Terminal deoxynucleotidyl transferase dUTP nick end labeling (TUNEL) assay
To assess apoptosis in the tumors, the TUNEL assay was carried out using an In Situ Cell Death Detection Kit (Boehringer-Mannheim, Mannheim, Germany). Briefly, paraffin‑embedded tissue sections were treated with proteinase K (20 μg/ml) in 10 mmol/l Tris-HCl (pH 7.5) for 30 min at room temperature and afterwards they were dewaxed and rehydrated. The slides were rinsed with phosphate-buffered saline (PBS) twice, for 5 min each time. The sections were then incubated with 50 μl TUNEL reaction mixture at 37°C for 1 h in a humidified chamber. Following incubation, the slides were rinsed with PBS three times, for 5 min each time, and the apoptotic cells were visualized with an Olympus FV1000 laser scanning confocal microscope (Olympus, Tokyo, Japan).
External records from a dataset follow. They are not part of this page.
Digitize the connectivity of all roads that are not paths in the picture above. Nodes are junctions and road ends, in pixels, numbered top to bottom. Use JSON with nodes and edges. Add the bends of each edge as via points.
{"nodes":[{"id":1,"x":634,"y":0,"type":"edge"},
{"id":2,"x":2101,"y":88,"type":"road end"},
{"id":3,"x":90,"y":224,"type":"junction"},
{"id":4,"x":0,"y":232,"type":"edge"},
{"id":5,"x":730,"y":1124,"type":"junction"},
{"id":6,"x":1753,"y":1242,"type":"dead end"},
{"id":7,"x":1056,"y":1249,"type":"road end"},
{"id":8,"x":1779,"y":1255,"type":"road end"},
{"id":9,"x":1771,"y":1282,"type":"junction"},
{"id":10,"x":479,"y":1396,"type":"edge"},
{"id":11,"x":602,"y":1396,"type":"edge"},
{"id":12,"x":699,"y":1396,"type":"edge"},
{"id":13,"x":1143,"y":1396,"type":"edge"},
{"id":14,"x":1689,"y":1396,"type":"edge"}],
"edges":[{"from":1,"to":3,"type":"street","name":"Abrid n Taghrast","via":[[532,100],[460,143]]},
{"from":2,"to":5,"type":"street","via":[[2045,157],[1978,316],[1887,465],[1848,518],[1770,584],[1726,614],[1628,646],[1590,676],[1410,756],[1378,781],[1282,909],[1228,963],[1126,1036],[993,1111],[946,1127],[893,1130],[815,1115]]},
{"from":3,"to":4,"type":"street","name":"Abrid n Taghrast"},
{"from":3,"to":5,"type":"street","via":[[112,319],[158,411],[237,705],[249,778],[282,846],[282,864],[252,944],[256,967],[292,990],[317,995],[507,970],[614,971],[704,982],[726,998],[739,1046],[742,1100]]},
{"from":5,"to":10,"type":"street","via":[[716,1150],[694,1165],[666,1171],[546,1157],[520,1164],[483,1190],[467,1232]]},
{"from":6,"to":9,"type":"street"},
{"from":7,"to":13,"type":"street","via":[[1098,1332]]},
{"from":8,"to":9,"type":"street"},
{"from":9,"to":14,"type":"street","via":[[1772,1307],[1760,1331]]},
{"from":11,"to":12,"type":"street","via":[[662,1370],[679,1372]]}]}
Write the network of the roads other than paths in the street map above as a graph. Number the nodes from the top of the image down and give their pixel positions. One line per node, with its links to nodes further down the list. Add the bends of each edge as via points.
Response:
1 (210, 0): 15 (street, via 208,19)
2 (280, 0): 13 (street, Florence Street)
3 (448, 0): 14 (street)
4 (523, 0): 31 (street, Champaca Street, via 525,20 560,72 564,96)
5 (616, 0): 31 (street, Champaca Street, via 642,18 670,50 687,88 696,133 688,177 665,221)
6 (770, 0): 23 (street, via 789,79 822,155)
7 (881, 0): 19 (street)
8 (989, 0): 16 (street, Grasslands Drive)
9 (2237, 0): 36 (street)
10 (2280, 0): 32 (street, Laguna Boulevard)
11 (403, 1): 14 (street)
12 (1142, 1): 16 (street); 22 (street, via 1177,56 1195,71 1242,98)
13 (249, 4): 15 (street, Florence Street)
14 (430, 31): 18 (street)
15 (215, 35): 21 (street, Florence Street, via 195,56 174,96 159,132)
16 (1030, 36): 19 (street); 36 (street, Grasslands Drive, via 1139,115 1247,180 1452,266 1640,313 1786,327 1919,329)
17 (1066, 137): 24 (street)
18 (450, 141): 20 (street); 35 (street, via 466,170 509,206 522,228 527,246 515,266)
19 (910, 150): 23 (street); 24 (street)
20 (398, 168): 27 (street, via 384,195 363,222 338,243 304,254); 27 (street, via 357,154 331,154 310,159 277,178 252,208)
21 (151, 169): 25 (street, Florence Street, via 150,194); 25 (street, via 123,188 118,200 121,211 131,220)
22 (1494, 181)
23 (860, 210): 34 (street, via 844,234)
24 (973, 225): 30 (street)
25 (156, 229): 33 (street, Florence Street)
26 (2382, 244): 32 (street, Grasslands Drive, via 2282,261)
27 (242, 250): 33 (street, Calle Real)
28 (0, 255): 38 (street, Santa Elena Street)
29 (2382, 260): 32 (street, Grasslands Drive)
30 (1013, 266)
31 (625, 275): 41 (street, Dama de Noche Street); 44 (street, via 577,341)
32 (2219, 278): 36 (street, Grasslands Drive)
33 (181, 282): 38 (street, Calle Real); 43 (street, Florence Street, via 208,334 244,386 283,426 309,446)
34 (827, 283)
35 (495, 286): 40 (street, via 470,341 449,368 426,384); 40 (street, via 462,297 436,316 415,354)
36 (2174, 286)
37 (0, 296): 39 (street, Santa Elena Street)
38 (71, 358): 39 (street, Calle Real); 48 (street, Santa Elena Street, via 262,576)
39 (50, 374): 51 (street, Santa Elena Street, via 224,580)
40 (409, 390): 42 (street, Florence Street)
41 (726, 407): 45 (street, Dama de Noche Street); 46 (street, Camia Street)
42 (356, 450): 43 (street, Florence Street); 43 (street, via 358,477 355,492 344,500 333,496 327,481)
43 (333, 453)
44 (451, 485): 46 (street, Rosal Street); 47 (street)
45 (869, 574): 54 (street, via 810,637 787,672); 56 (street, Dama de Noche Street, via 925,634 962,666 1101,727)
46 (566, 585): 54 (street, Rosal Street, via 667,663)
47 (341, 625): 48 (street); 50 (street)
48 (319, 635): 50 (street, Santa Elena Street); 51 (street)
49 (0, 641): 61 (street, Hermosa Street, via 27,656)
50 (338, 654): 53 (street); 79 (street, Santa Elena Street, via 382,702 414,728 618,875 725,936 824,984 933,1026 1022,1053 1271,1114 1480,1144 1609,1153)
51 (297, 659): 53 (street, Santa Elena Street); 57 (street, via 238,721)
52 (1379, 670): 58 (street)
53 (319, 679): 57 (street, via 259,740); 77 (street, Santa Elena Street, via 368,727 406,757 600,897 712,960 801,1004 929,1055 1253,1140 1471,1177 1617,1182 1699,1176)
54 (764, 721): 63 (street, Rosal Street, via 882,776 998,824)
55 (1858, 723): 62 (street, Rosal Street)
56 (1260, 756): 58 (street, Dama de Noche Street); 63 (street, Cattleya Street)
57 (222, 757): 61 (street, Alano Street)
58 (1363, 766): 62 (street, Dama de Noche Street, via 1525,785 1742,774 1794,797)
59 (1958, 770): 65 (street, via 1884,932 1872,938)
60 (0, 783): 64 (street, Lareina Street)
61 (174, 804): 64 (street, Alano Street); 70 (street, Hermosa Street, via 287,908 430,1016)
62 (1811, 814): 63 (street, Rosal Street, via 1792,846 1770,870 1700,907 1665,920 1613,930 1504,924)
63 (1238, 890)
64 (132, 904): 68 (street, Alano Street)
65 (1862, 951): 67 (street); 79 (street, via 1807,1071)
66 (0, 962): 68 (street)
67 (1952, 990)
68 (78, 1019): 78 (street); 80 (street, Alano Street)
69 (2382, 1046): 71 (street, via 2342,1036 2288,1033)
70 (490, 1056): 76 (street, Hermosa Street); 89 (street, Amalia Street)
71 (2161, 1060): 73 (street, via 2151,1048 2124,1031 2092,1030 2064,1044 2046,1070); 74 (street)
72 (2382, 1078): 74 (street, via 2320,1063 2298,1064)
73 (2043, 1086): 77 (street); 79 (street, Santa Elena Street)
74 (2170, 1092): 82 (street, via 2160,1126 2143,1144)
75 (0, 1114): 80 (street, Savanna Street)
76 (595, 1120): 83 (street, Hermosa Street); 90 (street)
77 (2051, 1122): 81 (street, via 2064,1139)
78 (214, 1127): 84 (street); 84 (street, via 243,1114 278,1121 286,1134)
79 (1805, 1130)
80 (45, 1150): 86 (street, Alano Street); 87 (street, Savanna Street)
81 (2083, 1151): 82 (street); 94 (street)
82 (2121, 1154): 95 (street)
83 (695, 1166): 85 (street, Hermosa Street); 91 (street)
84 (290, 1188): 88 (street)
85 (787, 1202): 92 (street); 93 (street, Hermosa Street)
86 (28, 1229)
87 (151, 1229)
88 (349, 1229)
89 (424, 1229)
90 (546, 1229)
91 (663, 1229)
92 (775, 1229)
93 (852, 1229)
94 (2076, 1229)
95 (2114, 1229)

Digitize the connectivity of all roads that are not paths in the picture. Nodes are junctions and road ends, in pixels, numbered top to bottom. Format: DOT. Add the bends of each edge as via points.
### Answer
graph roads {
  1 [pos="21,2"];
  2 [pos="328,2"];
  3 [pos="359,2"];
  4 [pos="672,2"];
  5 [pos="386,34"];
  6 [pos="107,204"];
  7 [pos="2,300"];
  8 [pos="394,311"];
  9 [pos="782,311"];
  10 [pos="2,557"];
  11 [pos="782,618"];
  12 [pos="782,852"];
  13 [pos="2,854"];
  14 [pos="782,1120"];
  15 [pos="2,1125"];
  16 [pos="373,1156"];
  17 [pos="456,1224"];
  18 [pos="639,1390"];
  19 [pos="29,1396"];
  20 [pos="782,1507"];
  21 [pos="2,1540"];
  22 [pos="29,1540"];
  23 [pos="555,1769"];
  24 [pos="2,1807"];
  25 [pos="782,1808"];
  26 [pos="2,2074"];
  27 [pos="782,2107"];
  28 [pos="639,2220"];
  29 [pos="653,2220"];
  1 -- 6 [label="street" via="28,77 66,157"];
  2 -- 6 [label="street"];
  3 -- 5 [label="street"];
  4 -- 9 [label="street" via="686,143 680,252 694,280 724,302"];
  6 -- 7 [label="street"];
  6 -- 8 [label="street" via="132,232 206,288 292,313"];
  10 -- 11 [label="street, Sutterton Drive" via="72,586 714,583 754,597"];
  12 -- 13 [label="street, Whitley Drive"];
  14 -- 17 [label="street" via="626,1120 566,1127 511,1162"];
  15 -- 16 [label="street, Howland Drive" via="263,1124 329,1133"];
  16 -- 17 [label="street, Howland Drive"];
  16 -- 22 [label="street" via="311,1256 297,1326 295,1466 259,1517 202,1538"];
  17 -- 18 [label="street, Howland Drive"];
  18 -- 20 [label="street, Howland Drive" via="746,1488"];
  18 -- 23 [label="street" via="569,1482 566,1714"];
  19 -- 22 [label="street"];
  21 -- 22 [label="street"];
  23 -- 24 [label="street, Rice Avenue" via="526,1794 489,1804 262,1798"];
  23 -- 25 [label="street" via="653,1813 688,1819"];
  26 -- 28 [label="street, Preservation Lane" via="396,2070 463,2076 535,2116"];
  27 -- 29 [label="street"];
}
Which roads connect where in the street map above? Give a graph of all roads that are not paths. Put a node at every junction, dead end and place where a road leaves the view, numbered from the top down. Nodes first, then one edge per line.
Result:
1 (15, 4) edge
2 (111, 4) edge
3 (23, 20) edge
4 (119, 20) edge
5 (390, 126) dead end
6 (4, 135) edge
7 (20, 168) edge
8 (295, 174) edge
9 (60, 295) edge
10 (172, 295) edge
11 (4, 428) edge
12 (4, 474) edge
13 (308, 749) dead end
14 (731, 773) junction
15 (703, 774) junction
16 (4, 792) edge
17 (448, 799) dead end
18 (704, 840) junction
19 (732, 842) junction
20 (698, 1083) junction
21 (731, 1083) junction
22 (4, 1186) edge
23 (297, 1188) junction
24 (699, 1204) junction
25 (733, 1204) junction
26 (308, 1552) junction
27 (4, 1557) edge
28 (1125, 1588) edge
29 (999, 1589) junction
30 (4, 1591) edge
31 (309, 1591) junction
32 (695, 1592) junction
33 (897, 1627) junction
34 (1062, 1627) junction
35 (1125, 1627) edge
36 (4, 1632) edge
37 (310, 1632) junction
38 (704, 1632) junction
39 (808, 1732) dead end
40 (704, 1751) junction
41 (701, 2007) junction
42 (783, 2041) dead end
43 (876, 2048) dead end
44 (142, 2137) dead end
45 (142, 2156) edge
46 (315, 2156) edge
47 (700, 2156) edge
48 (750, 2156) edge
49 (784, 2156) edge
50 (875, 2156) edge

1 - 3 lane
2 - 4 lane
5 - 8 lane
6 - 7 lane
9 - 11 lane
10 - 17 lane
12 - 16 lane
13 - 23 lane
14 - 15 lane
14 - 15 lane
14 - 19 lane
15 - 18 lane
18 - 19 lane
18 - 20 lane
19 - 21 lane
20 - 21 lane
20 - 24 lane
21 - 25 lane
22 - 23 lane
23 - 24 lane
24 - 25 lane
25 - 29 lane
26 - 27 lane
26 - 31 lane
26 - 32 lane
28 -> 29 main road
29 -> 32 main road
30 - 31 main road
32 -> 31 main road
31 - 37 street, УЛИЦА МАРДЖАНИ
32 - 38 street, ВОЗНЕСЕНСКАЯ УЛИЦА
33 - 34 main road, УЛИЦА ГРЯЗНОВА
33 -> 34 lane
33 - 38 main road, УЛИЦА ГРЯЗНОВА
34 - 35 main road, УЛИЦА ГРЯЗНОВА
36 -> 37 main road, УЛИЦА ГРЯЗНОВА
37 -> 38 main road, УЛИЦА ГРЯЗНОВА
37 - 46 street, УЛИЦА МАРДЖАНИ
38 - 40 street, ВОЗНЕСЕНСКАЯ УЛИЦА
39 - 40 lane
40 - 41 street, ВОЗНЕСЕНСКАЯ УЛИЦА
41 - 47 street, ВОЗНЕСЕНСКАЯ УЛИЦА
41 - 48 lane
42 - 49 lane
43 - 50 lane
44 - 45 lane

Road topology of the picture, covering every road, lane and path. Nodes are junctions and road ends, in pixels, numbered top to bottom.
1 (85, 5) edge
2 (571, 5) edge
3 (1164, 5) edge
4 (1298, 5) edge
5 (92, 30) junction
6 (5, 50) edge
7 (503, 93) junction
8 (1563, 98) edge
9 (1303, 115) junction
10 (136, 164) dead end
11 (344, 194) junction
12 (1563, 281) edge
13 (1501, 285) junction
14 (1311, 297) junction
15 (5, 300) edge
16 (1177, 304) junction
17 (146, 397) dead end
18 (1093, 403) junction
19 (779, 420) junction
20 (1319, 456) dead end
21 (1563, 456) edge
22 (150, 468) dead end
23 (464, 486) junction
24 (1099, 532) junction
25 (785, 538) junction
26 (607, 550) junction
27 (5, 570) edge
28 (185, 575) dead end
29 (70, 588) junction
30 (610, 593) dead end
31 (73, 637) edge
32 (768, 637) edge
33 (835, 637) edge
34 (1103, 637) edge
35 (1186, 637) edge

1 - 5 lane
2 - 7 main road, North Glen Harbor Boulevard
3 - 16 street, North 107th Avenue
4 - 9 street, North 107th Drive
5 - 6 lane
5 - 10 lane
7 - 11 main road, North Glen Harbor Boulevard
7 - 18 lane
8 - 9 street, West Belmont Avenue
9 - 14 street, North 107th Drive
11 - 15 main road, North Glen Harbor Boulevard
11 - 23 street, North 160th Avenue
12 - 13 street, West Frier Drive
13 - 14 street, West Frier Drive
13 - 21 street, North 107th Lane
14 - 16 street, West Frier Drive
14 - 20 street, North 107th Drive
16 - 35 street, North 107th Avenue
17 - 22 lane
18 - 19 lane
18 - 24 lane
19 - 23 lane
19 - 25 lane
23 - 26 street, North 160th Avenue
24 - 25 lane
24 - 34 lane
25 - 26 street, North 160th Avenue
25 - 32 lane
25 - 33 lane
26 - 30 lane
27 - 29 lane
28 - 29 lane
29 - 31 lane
A positive control was prepared by treating the samples with DNase I prior to TUNEL staining.
Animal experiments
Female athymic nude (nu/nu) mice (4–6 weeks of age, weighing 20–25 g) were purchased from the animal center of the Fourth Military Medical University. All animal experiments were performed according to the protocol approved by the Fourth Military Medical University Guidelines for the Use and Care of Animals. LNCaP cells (2×106) were injected subcutaneously into each mouse. The tumor volume was measured every two days using a caliper and calculated according to the following formula: Tumor volume=L×W2, where L and W were the length and width, respectively (24). When subcutaneous tumor sizes reached 150–200 mm3, these mice were randomly divided into three groups, each group consisting of 10 mice. Next, they were treated with apogossypol and gossypol, respectively, at 20 mg/kg intraperitoneally, q.d. every 7 d for 28 d. The vehicle control group received the same amount of DMSO as in the treatment groups. The tumor volume was detected every day. The tumor tissues were fixed in 10% formalin solution. The tissues were embedded with paraffin, and the sections were prepared. Samples were stained with hematoxylin and eosin (H&E) and microscopically examined (Olympus IX81; Olympus, Tokyo, Japan).
Immunofluorescence
The tumor tissues were dissected, fixed with formaldehyde (40 μg/ml), embedded in paraffin and deparaffinized with xylene. Following washing with water, the sections were blocked with 250 μl/ml goat serum for 30 min. Next, mouse anti-human Bcl-2 monoclonal antibody (1:50 dilution), rabbit anti-caspase-3 polyclonal antibody (1:100 dilution) or rabbit anti-caspase-8 polyclonal antibody (1:100 dilution) was separately used for incubation at 4°C overnight in a humidified chamber. Following washing with PBS for three times, monkey anti-mouse IgG labeled with FITC or goat anti-rabbit IgG labeled with rhodamine (1:100 dilution) was added and the samples were incubated at 37°C for another 1 h. After washing with PBS for three times, the samples were mounted with glycerol buffer and examined under a microscope (Olympus IX81). In total, 10 high-power fields per section were observed.
Statistical analysis
Data were presented as the mean ± standard deviation. All the statistical analysis was performed with SPSS 16.0 software (Chicago, IL, USA). Student’s t-test was used for statistical comparisons between groups. P<0.05 was used to indicate a statistically significant difference.
Results
Apogossypol inhibits the survival of LNCaP cells
To investigate the inhibitory effects of apogossypol and gossypol on LNCaP cell survival, the MTT assay was performed. The results demonstrated that apogossypol inhibited the proliferation of LNCaP cells in a time- and dose-dependent manner, in a similar way with gossypol (Fig. 1B). The concentration for 50% inhibition (IC50) on LNCaP cells within ~72 h was 9.57 μmol/l, while the IC50 of gossypol on LNCaP cells was 10.35 μmol/l. The inhibitory activities of apogossypol and gossypol at the same drug concentration were not significantly different from each other, suggesting that the removal of two aldehyde groups had little effect on the anti-tumor effect of gossypol.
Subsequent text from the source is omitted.